Once approved, the patent had to be published in the Boletín Oficial de la Propiedad Industrial, in a large-circulation daily newspaper and in a trade newspaper or industrial journal48. The announcements, published as an advertisement, gave the company name, and number and heading of the patent applied for. The requirement of publishing patents granted indicates, on the one hand, the intention of making public knowledge competitive, and also shows that the knowledge concerned could not be put into practice by anyone without permission of the patent property. The law established a period of up to three years, after which, if it had not been licensed, the patent expired.
Patents were treated as public documents, which is implicit -it is established by law- in the actual concept of a patent, and also in their role in the dissemination of knowledge and advertising. For this reason, patents are able to be used as a valid instrument for the study and analysis of knowledge management.
The patents presented here allow us to follow the process and circumstances in which penicillin patents were introduced into Spain. They also permit reflection on the value of the patent as a documentary source. The information found in the patents can be used in many ways, and not for the exclusive use of scientists and technicians. They are administrative documents for a regulatory process, and at the same time they are useful sources for the history of regulatory and manufacturing practices. Administrative processes insist on the production and circulation of knowledge, but the patent documents studied here highlight the fact that they also included information that can determine production, circulation and standardisation processes.
7. Conclusions: liability and predictability
This article highlights the value of patents as a documentary source for the study of the circulation of science and technology. They are good instruments for studying and analysing the management of knowledge and how it circulated in different professional and geographical domains. Knowledge meant, in the case analysed here, both information and training. A degree of consensus was needed for this knowledge to circulate and survive. In this way, patents left the purely bureaucratic space. They were used by industry to produce penicillin and, at the same time, protected the rights of invention.

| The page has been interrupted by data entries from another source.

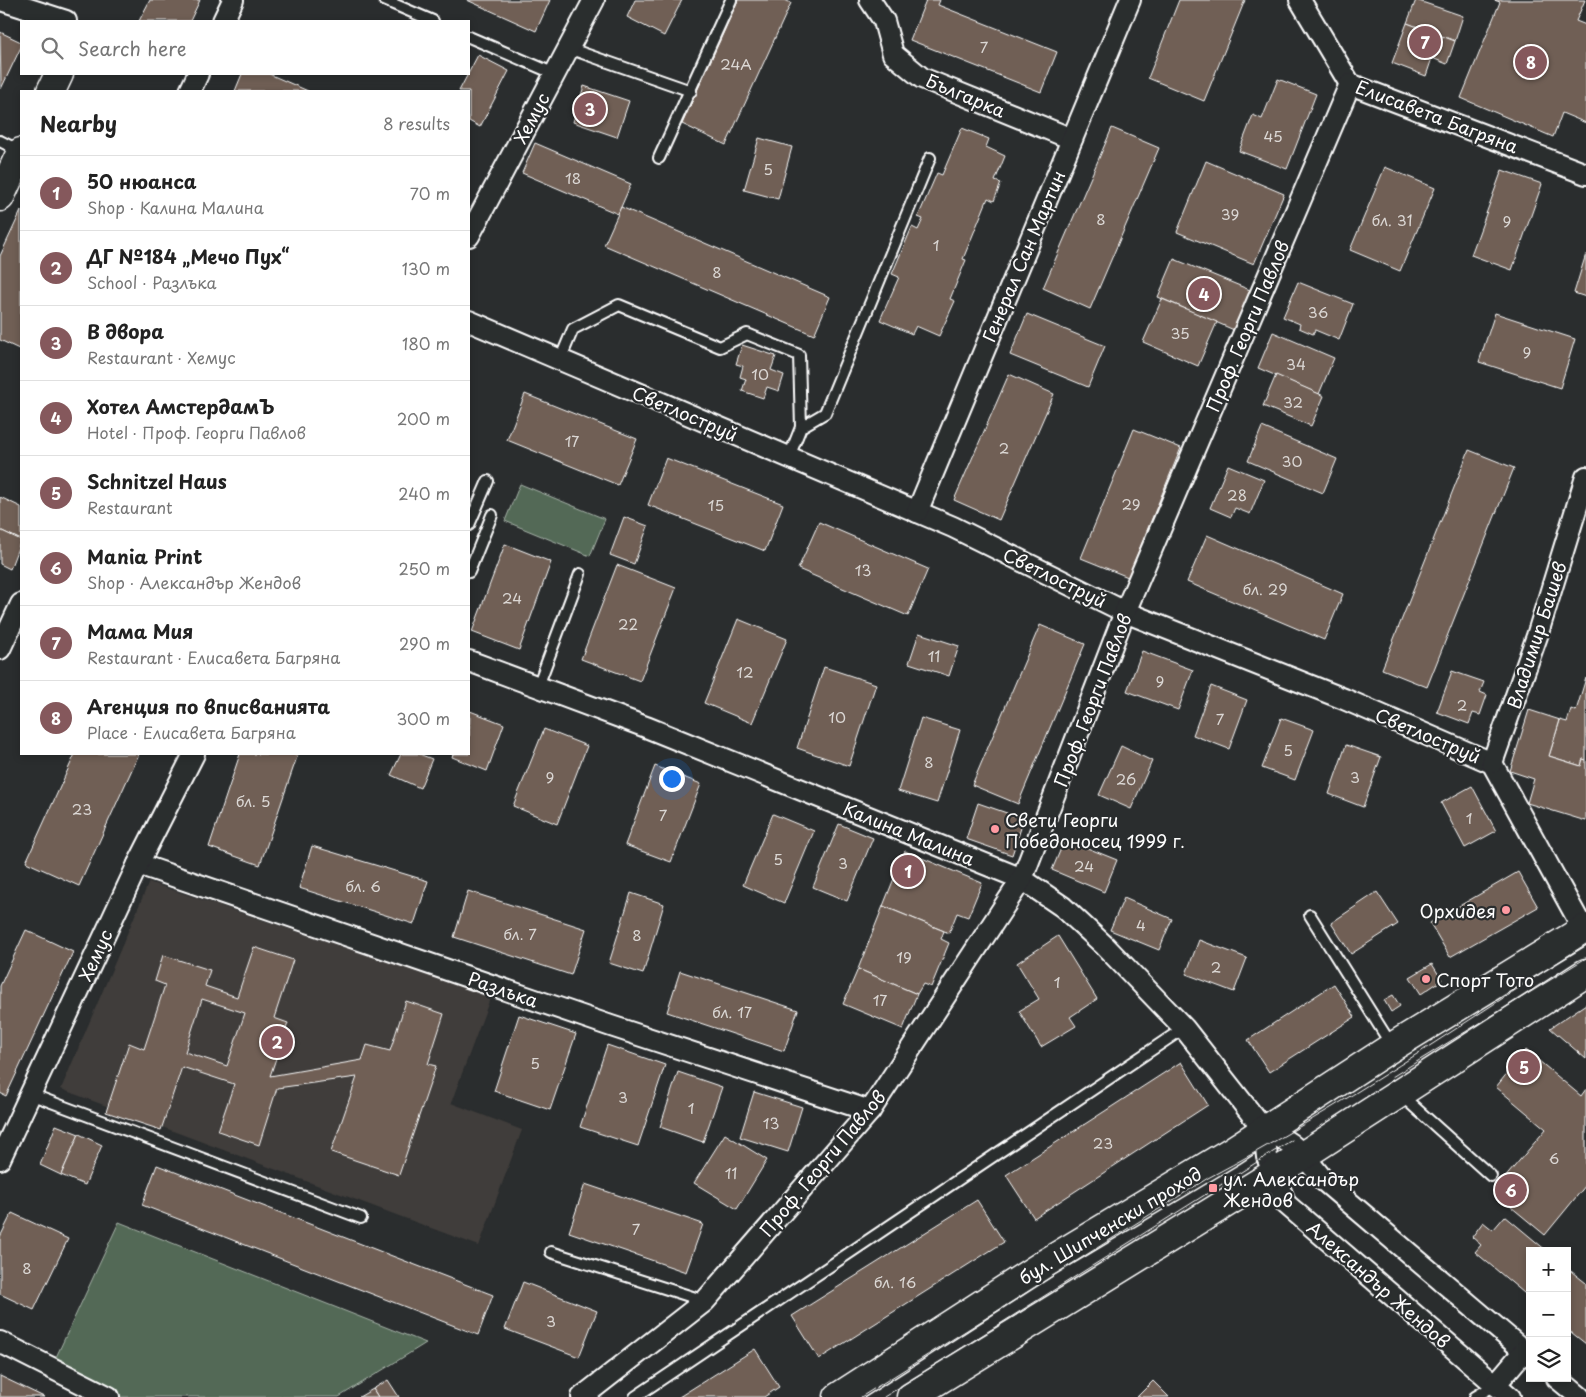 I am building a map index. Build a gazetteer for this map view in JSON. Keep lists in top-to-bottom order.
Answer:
{
  "streets": {
    "main road": ["бул. Шипченски проход"],
    "street": [
      "Българка",
      "Елисавета Багряна",
      "Хемус",
      "Генерал Сан Мартин",
      "Проф. Георги Павлов",
      "Светлоструй",
      "Владимир Башев",
      "Калина Малина",
      "Разлъка",
      "Александър Жендов"
    ]
  },
  "crossings": [
    ["Българка", "Генерал Сан Мартин"],
    ["Елисавета Багряна", "Проф. Георги Павлов"],
    ["Хемус", "Разлъка"],
    ["Генерал Сан Мартин", "Светлоструй"],
    ["Проф. Георги Павлов", "Светлоструй"],
    ["Проф. Георги Павлов", "Калина Малина"],
    ["Проф. Георги Павлов", "Разлъка"],
    ["Светлоструй", "Владимир Башев"],
    ["Светлоструй", "бул. Шипченски проход"],
    ["Калина Малина", "бул. Шипченски проход"],
    ["Калина Малина", "Александър Жендов"],
    ["бул. Шипченски проход", "Александър Жендов"]
  ],
  "places": {
    "other": ["Свети Георги Победоносец 1999 г.", "Орхидея", "Спорт Тото"],
    "transit": ["ул. Александър Жендов"]
  },
  "house_numbers": [
    "7",
    "24А",
    "45",
    "5",
    "18",
    "39",
    "8",
    "бл. 31",
    "9",
    "1",
    "8",
    "36",
    "35",
    "9",
    "34",
    "10",
    "32",
    "17",
    "2",
    "30",
    "28",
    "29",
    "15",
    "13",
    "бл. 29",
    "24",
    "22",
    "11",
    "12",
    "9",
    "2",
    "10",
    "7",
    "5",
    "8",
    "9",
    "3",
    "26",
    "бл. 5",
    "23",
    "7",
    "1",
    "5",
    "3",
    "24",
    "бл. 6",
    "4",
    "бл. 7",
    "8",
    "19",
    "2",
    "1",
    "17",
    "бл. 17",
    "5",
    "3",
    "1",
    "13",
    "23",
    "6",
    "11",
    "7",
    "8",
    "бл. 16",
    "3"
  ],
  "page": {
    "search": "Search here",
    "pins": [
      "7",
      "8",
      "3",
      "4",
      "1",
      "2",
      "5",
      "6"
    ],
    "heading": ["Nearby", "8 results"],
    "list": [
      {
        "mark": "1",
        "name": "50 нюанса",
        "note": "Shop · Калина Малина",
        "value": "70 m"
      },
      {
        "mark": "2",
        "name": "ДГ №184 „Мечо Пух“",
        "note": "School · Разлъка",
        "value": "130 m"
      },
      {
        "mark": "3",
        "name": "В двора",
        "note": "Restaurant · Хемус",
        "value": "180 m"
      },
      {
        "mark": "4",
        "name": "Хотел АмстердамЪ",
        "note": "Hotel · Проф. Георги Павлов",
        "value": "200 m"
      },
      {
        "mark": "5",
        "name": "Schnitzel Haus",
        "note": "Restaurant",
        "value": "240 m"
      },
      {
        "mark": "6",
        "name": "Mania Print",
        "note": "Shop · Александър Жендов",
        "value": "250 m"
      },
      {
        "mark": "7",
        "name": "Мама Мия",
        "note": "Restaurant · Елисавета Багряна",
        "value": "290 m"
      },
      {
        "mark": "8",
        "name": "Агенция по вписванията",
        "note": "Place · Елисавета Багряна",
        "value": "300 m"
      }
    ],
    "map_buttons": ["+", "−"]
  }
}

The procedure for granting patents is a regulatory procedure that ensures quality and guarantees reliability -elements that have played an important role in the development of medicine and medical practice. The regulations, both the present legislation and that of 1929, require that the data and procedures included in the patents enable the innovation for which a patent is sought to be faithfully reproduced, in identical conditions and proportions. Thus patents reveal the components and substances, and also technical details of the production process (temperatures, pH, etc.). This makes the process and the results reliable. Patenting and the obligatory ability to repeat the process ensure, in addition to quality, a guarantee and reliability, another aspect of great value to medicine that is predictability. Control and centralisation of the production process for medicines means, in principle, closer monitoring of the response to and impact from their use an important aspect of public health policy.
Together with the important role patents play in the standardisation, normalisation and control of knowledge, this article shows the importance of these documents in establishing the jurisdiction of both public and private authorities.
Although we have seen that scientific and technological knowledge concerning penicillin travelled in different ways -conferences, articles, agreements- it was patents that conveyed much of that knowledge. The penicillin patent, any of them mentioned here, included additional practices to those of applying and being granted. It was necessary to complete the knowledge contained in the patent with that provided by the technical personnel who travelled to Spain to set up the plants and, later, with the controls established by Spanish law for starting the manufacturing processes.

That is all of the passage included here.